Marketing Cloud Strategy Takes a Back Seat to the Data Layer
While Salesforce maintains a complete marketing and commerce stack, Marketing Cloud is no longer the star of its growth story. After several quarters of slowing expansion, the marketing and commerce segment turned negative and then disappeared as a standalone line item, absorbed into Agentforce Apps. In contrast, the data layer has become a headline act. According to MarTech, the combination of Agentforce and Data 360 generated almost $3.4 billion in annual recurring revenue (ARR), with Data 360 processing 52 trillion records, a 136% year-over-year increase. Marketing teams, however, often see Salesforce’s stack as expensive and complex, requiring multiple tools such as MuleSoft, Agentforce and Commerce Cloud for personalized journeys.
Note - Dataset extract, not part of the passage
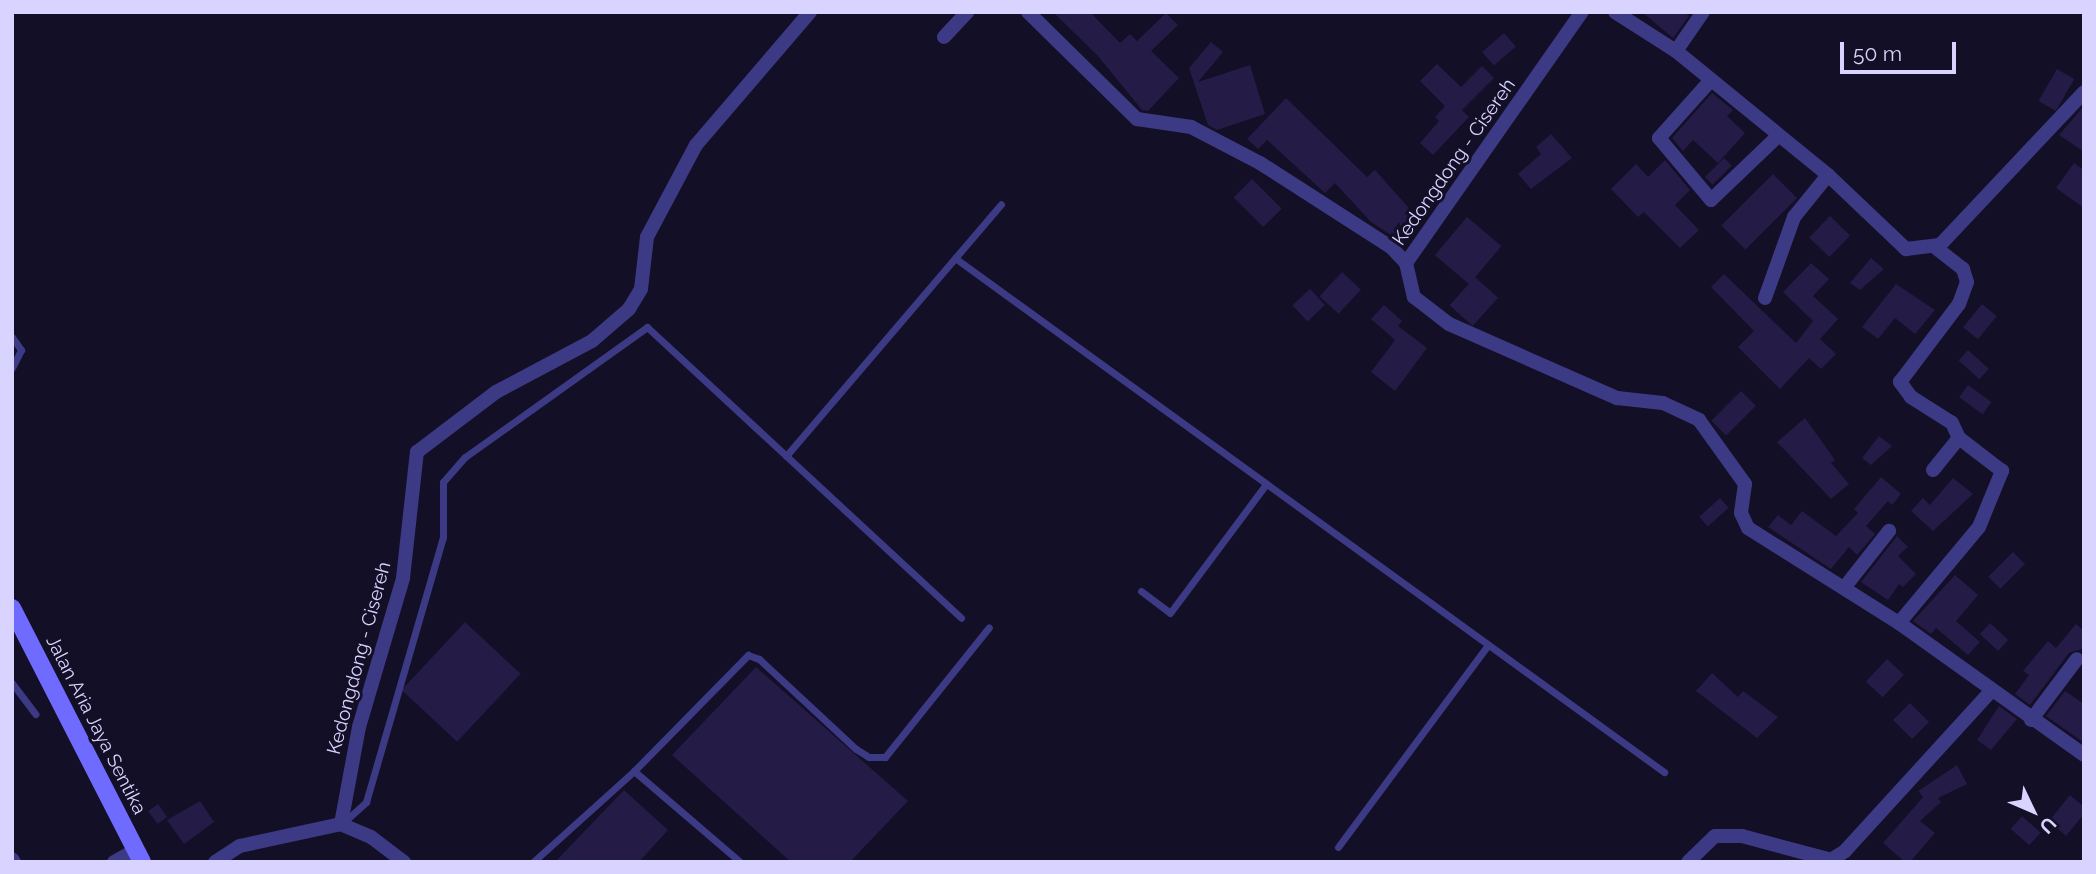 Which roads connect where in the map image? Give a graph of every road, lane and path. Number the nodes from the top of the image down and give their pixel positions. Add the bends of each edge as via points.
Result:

Heavy dependence on IT and SQL-centric workflows makes the platform harder to adopt for teams that want agility, pushing Salesforce to prioritize unifying and simplifying its data foundation over expanding marketing point solutions.
Enterprise Data Platforms and the AI Infrastructure Shift
Salesforce leadership changes highlight a broader trend in enterprise software: the move from standalone marketing suites toward unified enterprise data platforms designed for AI. As companies explore automated AI agents and predictive models, they need clean, secure and connected data across sales, service, marketing and commerce. Salesforce’s emphasis on Agentforce and Data 360 reflects this AI infrastructure shift, where value comes from a common data layer rather than individual applications. Kumar’s history in Azure Data and SQL Server shows Salesforce’s intent to compete in this new landscape, where governance, scale and security matter as much as features. Marketing Cloud does not disappear in this world, but it becomes one of many consumers of a shared data layer. The strategic bet is that customers will favor platforms that make their data AI-ready, instead of assembling multiple marketing tools that are hard to integrate.